Sparse representations can have multiple manifestations. We found here that spatial maps in CA3 are much sparser than those in CA1 within the same environment, in the sense that place cells in CA3 have much fewer fields than in CA1. Although previous studies of place cells in rodents have not found such large differences in spatial coding between the CA3 and CA1, it has been observed that CA3 cells are less likely to be active in each environment than CA1 place cells, that is, a smaller fraction of CA3 cells participates in spatial encoding for a given space3,11,27,69. Even stronger population-level sparsity was reported in the dentate gyrus70,71,72. In our study, we also observed stronger population-level sparsity in CA3 than in CA1 in bats (Fig. 2j). This form of sparsity in the rodent CA3 and dentate gyrus has been a key ingredient for several computational models of hippocampal function72,73,74,75, which highlights again the theoretical advantages of this architecture.

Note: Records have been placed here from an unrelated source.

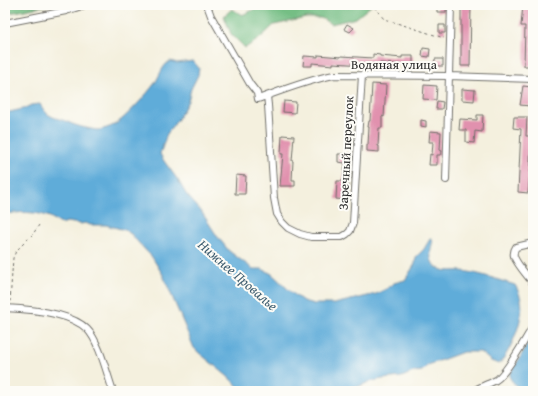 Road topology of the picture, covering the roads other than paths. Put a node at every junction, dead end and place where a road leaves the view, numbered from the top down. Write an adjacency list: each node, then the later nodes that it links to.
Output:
1 (85, 5): 4 (street)
2 (207, 5): 8 (street, Водяная улица)
3 (451, 5): 6 (street)
4 (5, 23)
5 (362, 75): 6 (street, Водяная улица); 8 (street, Водяная улица); 8 (street, Заречный переулок)
6 (449, 76): 7 (street, Водяная улица); 9 (street)
7 (533, 79)
8 (267, 96)
9 (446, 180)
10 (533, 243): 11 (street)
11 (533, 284)
12 (7, 308): 14 (street)
13 (533, 327): 15 (street)
14 (113, 391)
15 (474, 391) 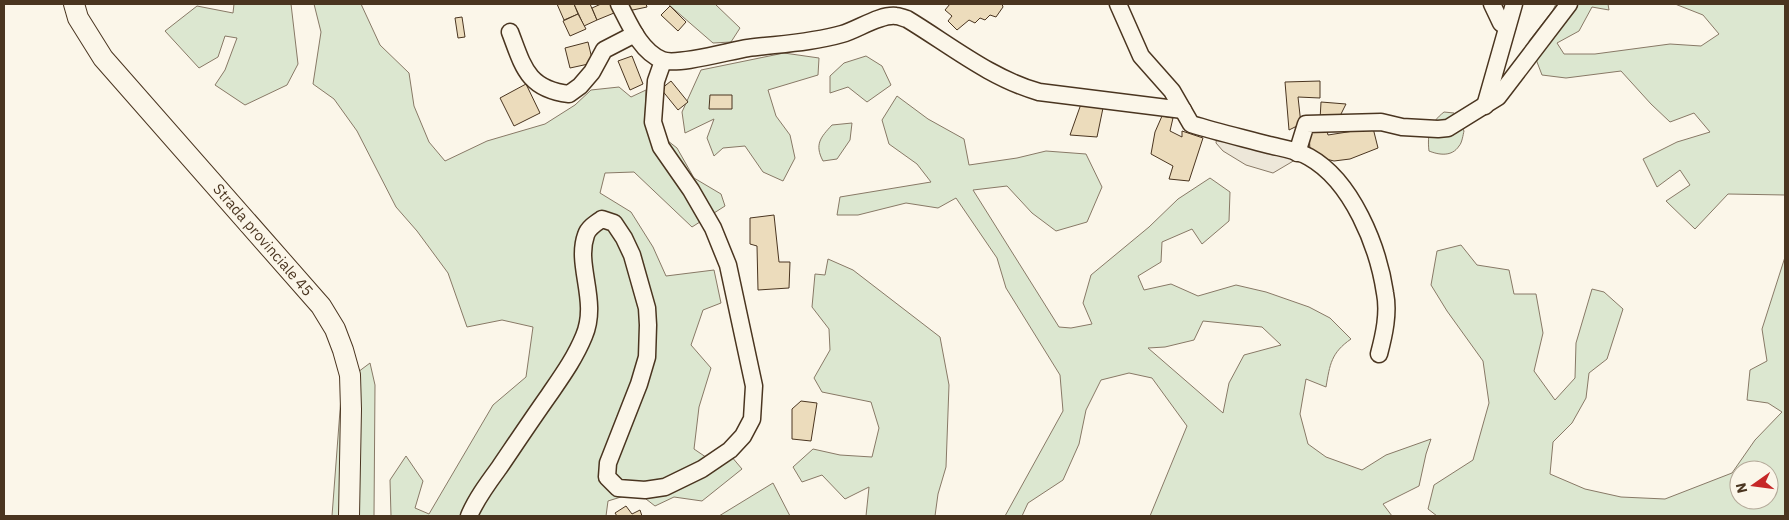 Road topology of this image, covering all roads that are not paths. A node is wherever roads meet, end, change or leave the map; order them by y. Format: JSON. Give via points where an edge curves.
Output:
{"nodes":[{"id":1,"x":74,"y":4,"type":"edge"},
{"id":2,"x":618,"y":4,"type":"edge"},
{"id":3,"x":877,"y":4,"type":"edge"},
{"id":4,"x":1118,"y":4,"type":"edge"},
{"id":5,"x":1492,"y":4,"type":"edge"},
{"id":6,"x":1514,"y":4,"type":"edge"},
{"id":7,"x":1569,"y":4,"type":"edge"},
{"id":8,"x":875,"y":21,"type":"junction"},
{"id":9,"x":1507,"y":27,"type":"junction"},
{"id":10,"x":510,"y":32,"type":"dead end"},
{"id":11,"x":635,"y":34,"type":"junction"},
{"id":12,"x":663,"y":61,"type":"junction"},
{"id":13,"x":1485,"y":106,"type":"junction"},
{"id":14,"x":1183,"y":110,"type":"junction"},
{"id":15,"x":1297,"y":153,"type":"junction"},
{"id":16,"x":1379,"y":354,"type":"dead end"},
{"id":17,"x":349,"y":516,"type":"edge"},
{"id":18,"x":469,"y":516,"type":"edge"}],
"edges":[{"from":1,"to":17,"type":"main road","name":"Strada provinciale 45","via":[[78,18],[103,58],[321,306],[335,329],[350,375]]},
{"from":2,"to":11,"type":"street"},
{"from":3,"to":8,"type":"street"},
{"from":4,"to":14,"type":"street","via":[[1141,56],[1172,91]]},
{"from":5,"to":9,"type":"street"},
{"from":6,"to":9,"type":"street"},
{"from":7,"to":13,"type":"street","via":[[1498,97]]},
{"from":8,"to":12,"type":"street","via":[[844,34],[818,40],[747,48],[682,61]]},
{"from":8,"to":14,"type":"street","via":[[895,15],[906,18],[999,77],[1039,92]]},
{"from":9,"to":13,"type":"street"},
{"from":10,"to":11,"type":"street","via":[[528,75],[541,86],[568,94],[592,72],[604,50]]},
{"from":11,"to":12,"type":"street","via":[[648,51]]},
{"from":12,"to":18,"type":"street","via":[[656,81],[653,122],[661,147],[714,228],[728,265],[754,386],[752,419],[730,450],[702,469],[665,486],[645,490],[618,488],[607,477],[608,463],[647,357],[648,325],[632,255],[614,222],[602,219],[586,234],[585,269],[590,297],[585,335],[573,359]]},
{"from":13,"to":15,"type":"street","via":[[1448,128],[1402,127],[1381,122],[1306,124]]},
{"from":14,"to":15,"type":"street","via":[[1191,124]]},
{"from":15,"to":16,"type":"street","via":[[1308,156],[1330,174],[1361,216],[1386,294],[1386,318]]}]} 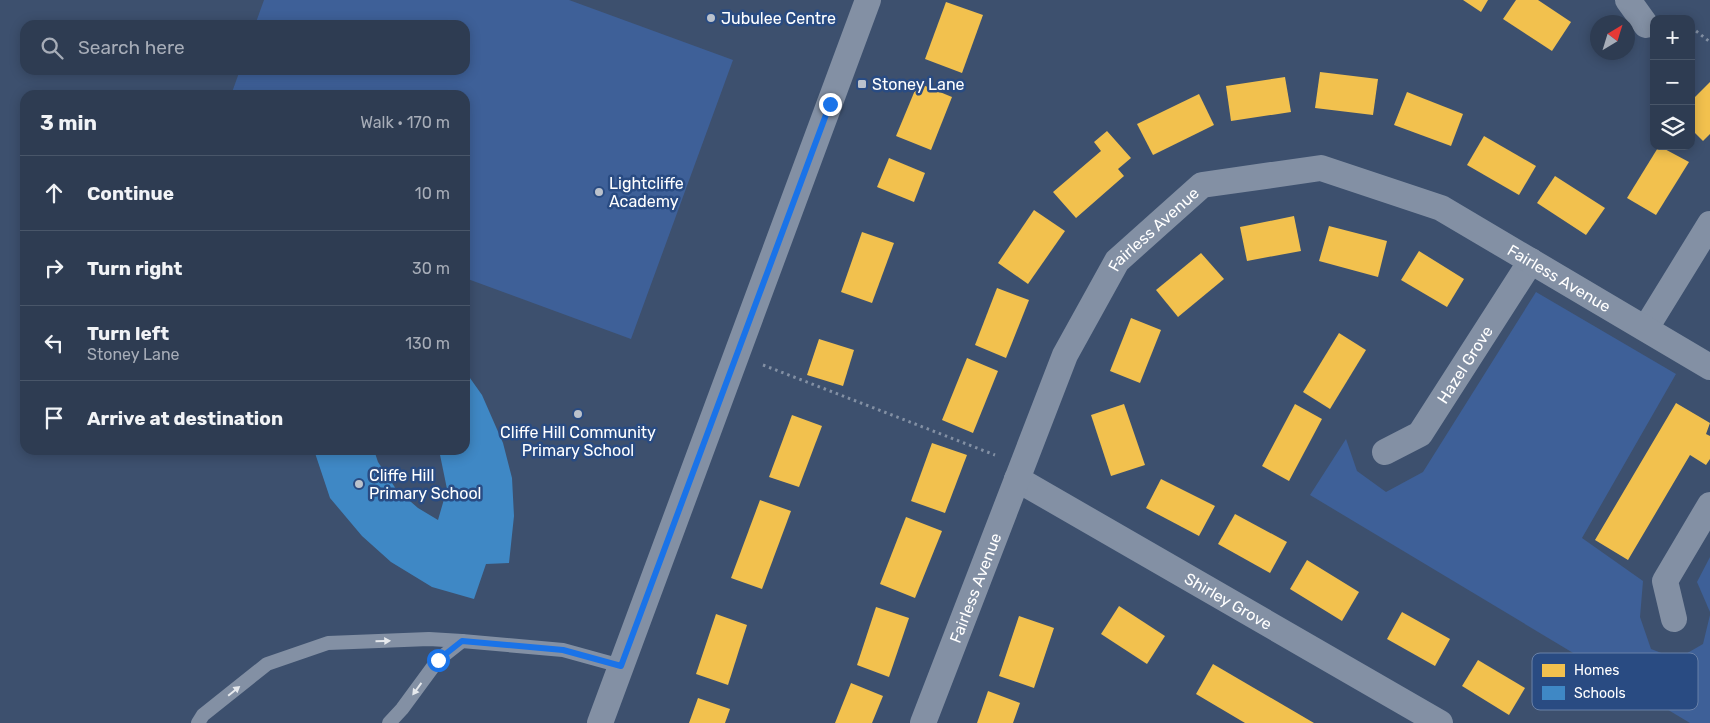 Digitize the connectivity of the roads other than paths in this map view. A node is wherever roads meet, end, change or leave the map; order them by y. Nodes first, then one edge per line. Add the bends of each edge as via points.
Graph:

We propose that the sparse-to-dense coding transformation between CA3 and CA1 that we identified here may constitute one stage in a broader sparse-to-dense information-processing hierarchy, extending from the sparsest region, the dentate gyrus, through CA3, to CA1, and possibly ending with the highly dense subiculum10,28,76,77,78,79. A similar proposal can be found in the literature28. We view our model focusing on the CA3-to-CA1 connectivity as a first approximation for the hippocampal computation, and suggest that future neural recordings should be performed in large environments from all of these subregions, as well as from entorhinal cortex and CA2, to elucidate the contribution of these areas to hippocampal spatial computations.
Finally, we found in the landmark perturbation experiment (Fig. 4) that in response to a local spatial perturbation in the environment, CA1 neurons—but not CA3 neurons—showed over-representation of firing-rate changes around the perturbed landmark. We note that this difference in responses between CA1 and CA3 place cells may be consistent with previous rodent studies showing that CA3 place fields typically tile environments rather uniformly, whereas CA1 place fields tend to accumulate around locations associated with learning, such as reward sites80,81 (although we note that we did not observe accumulation of place fields but rather accumulation of changes in fields near the perturbation area).